Check each line of the listing below for the string "lane", then copy every line that has it.

STUDY MATERIAL —
******

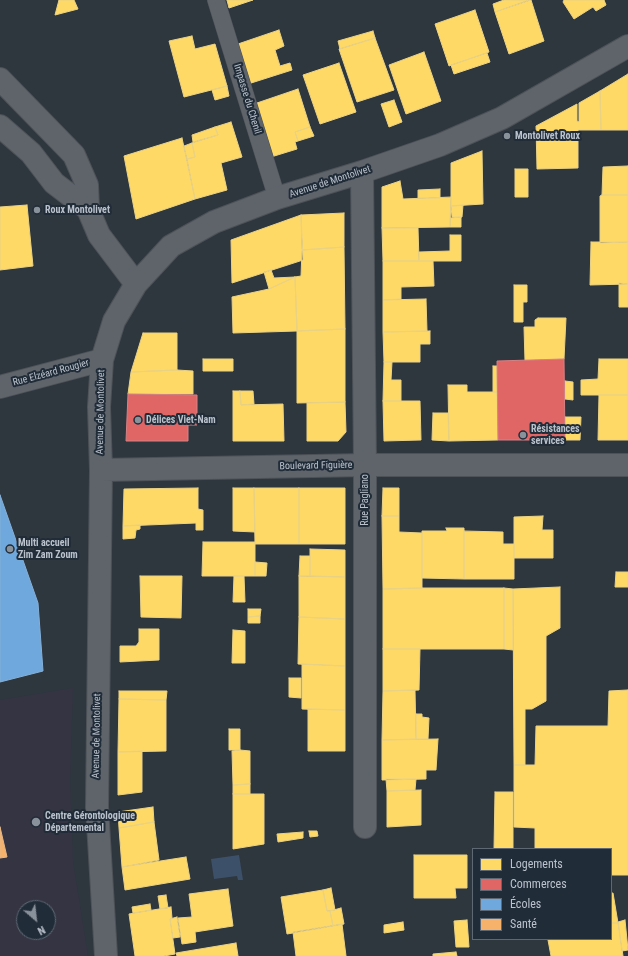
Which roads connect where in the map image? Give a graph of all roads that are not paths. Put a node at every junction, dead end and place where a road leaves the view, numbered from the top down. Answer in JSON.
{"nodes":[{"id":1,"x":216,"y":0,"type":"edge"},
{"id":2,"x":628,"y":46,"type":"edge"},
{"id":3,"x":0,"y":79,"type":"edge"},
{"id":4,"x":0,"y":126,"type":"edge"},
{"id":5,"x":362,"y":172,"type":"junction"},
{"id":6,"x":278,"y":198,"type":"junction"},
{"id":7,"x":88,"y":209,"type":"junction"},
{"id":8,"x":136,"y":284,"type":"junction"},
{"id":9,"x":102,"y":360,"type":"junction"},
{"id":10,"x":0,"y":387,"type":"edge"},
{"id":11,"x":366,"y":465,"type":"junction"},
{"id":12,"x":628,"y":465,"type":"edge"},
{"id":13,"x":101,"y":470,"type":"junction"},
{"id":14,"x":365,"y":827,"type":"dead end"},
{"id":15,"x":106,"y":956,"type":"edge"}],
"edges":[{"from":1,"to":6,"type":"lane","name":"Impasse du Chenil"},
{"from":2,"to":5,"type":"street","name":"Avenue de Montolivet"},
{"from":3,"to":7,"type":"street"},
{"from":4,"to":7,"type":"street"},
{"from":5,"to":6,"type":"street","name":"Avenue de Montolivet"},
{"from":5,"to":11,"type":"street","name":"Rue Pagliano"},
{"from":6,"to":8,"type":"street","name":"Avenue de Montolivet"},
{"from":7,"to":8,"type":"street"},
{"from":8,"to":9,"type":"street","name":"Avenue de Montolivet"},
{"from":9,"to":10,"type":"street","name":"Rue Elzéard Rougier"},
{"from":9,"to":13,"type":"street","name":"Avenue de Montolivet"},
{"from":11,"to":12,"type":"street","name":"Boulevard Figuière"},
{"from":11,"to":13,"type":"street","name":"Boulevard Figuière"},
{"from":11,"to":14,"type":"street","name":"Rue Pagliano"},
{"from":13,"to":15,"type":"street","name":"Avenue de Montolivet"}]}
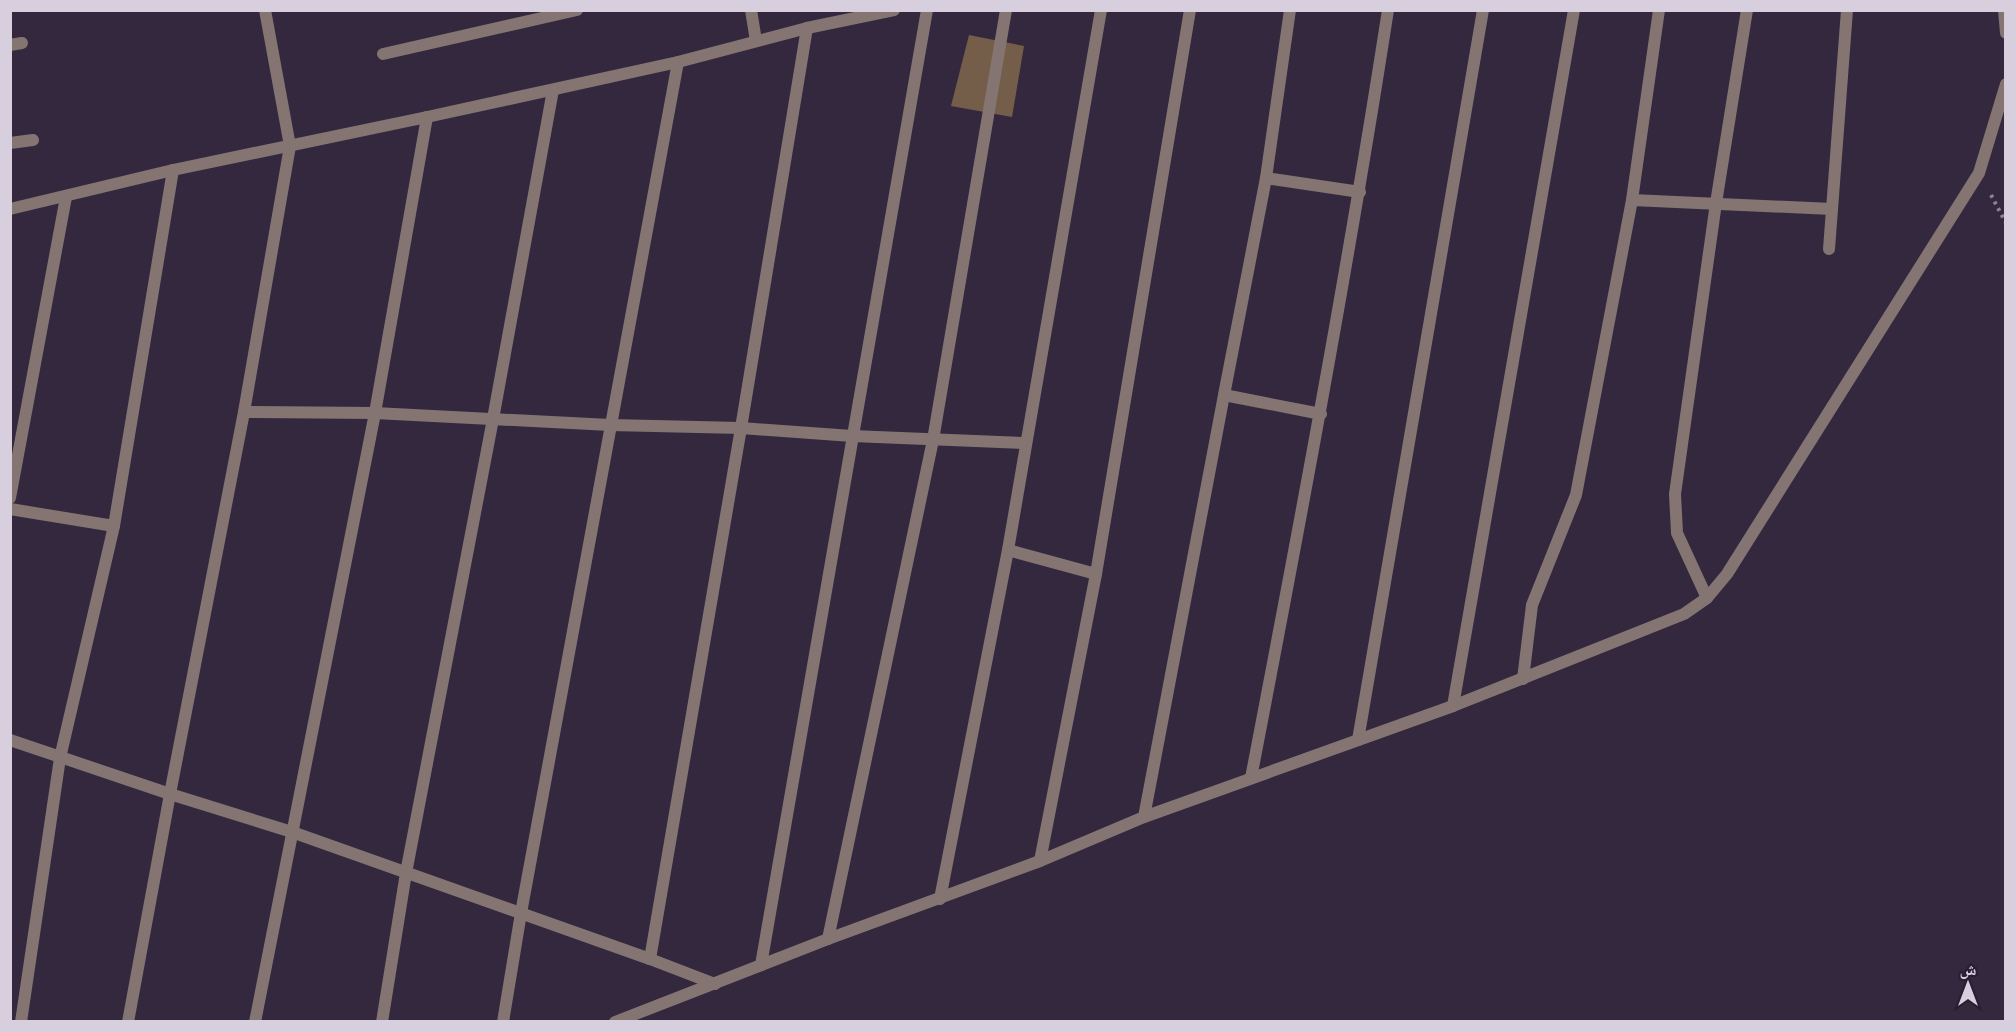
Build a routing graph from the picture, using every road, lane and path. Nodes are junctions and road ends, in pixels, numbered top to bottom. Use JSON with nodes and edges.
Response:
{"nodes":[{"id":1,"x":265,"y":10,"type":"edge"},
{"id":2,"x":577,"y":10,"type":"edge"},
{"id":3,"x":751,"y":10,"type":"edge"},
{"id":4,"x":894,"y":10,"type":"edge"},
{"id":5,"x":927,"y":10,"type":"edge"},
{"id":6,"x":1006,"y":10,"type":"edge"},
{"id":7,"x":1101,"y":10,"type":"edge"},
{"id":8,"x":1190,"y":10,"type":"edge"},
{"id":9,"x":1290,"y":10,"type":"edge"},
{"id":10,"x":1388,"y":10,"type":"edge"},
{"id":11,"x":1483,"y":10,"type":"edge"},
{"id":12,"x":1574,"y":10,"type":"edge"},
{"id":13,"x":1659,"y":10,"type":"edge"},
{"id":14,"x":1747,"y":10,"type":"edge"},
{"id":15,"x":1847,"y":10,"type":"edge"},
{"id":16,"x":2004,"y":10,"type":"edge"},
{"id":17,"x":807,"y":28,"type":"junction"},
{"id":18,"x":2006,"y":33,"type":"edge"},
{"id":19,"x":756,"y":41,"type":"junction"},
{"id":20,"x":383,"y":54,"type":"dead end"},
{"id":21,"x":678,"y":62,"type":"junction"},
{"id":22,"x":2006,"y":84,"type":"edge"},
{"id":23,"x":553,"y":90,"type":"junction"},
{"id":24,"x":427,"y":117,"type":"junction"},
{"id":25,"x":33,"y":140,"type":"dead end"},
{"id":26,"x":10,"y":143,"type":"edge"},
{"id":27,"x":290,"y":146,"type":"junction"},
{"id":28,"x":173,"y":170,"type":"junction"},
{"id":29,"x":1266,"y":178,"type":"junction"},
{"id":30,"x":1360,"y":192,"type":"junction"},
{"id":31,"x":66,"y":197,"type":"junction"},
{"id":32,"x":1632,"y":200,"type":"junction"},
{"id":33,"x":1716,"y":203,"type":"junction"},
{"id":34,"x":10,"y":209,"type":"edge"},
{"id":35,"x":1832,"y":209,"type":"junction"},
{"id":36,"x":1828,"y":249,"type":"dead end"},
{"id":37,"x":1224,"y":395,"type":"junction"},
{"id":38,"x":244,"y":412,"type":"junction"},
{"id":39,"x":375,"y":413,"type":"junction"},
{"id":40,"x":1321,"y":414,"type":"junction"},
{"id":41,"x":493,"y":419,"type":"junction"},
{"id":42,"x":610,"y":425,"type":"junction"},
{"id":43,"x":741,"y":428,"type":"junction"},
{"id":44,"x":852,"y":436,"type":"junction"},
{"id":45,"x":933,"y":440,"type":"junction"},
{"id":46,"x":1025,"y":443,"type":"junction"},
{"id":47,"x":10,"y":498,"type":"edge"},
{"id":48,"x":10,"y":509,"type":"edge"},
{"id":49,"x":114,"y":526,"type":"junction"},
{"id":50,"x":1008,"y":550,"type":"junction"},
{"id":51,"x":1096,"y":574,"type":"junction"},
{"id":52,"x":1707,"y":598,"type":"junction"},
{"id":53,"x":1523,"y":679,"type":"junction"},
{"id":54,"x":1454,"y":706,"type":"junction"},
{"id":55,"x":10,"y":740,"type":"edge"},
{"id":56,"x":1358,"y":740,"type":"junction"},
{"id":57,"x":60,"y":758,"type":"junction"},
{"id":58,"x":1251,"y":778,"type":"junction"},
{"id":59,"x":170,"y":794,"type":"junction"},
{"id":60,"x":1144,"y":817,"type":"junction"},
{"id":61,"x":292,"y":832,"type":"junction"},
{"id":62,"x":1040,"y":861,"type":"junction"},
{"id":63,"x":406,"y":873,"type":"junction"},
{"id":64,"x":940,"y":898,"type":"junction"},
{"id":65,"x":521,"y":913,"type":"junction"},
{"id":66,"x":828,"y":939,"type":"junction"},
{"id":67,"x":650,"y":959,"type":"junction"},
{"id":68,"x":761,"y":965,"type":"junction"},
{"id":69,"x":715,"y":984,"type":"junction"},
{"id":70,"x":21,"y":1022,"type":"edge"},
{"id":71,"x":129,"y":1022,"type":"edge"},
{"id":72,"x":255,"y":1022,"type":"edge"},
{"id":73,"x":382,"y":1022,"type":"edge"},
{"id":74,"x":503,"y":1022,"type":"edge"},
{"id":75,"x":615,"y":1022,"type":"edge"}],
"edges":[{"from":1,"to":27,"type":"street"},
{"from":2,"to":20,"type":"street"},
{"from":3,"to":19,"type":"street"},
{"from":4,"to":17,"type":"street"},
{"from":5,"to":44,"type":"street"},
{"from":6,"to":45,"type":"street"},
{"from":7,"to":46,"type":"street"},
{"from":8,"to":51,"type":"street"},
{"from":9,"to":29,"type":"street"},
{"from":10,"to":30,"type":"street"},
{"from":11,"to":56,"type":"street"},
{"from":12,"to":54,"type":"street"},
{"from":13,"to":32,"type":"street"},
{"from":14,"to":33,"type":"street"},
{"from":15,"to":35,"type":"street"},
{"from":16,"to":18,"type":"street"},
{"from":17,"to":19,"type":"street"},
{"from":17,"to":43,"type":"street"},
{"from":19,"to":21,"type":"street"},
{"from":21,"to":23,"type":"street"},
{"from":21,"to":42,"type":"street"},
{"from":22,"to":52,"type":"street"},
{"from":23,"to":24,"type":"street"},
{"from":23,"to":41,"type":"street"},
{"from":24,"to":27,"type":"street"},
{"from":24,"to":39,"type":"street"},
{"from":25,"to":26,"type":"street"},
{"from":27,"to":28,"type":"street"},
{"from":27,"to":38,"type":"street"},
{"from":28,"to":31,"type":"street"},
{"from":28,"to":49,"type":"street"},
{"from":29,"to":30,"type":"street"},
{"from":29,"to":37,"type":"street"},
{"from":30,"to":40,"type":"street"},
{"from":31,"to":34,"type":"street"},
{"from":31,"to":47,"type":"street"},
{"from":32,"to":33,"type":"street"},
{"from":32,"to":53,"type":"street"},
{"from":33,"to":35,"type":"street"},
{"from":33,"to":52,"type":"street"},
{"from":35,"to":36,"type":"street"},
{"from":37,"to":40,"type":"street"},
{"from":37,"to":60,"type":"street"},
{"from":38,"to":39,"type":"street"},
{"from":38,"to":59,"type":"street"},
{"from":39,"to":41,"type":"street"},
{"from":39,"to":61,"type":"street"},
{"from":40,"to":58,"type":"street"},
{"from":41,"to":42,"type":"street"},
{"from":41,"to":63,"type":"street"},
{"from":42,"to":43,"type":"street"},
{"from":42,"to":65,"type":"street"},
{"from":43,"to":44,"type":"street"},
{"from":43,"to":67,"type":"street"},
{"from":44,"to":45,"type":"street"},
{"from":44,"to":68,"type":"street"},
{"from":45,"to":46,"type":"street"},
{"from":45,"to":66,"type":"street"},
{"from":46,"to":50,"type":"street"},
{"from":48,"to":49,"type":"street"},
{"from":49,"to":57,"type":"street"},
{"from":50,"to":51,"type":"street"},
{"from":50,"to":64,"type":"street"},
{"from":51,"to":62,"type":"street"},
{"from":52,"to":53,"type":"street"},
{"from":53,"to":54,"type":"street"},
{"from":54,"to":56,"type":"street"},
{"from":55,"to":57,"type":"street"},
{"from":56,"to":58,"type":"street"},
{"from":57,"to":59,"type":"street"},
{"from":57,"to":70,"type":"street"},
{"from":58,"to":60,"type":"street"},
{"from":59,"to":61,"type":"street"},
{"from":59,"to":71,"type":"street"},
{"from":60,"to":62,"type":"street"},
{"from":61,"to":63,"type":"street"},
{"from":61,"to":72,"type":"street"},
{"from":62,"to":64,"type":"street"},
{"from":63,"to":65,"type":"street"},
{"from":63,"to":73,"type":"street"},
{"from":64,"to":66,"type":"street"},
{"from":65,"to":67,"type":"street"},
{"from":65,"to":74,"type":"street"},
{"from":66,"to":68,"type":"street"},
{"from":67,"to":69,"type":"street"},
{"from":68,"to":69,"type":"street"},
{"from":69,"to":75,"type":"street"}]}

******

REPLY —
"edges":[{"from":1,"to":6,"type":"lane","name":"Impasse du Chenil"},
Build a routing graph from the picture, using every road, lane and path. Nodes are junctions and road ends, in pixels, numbered top to bottom. Use JSON with nodes and edges.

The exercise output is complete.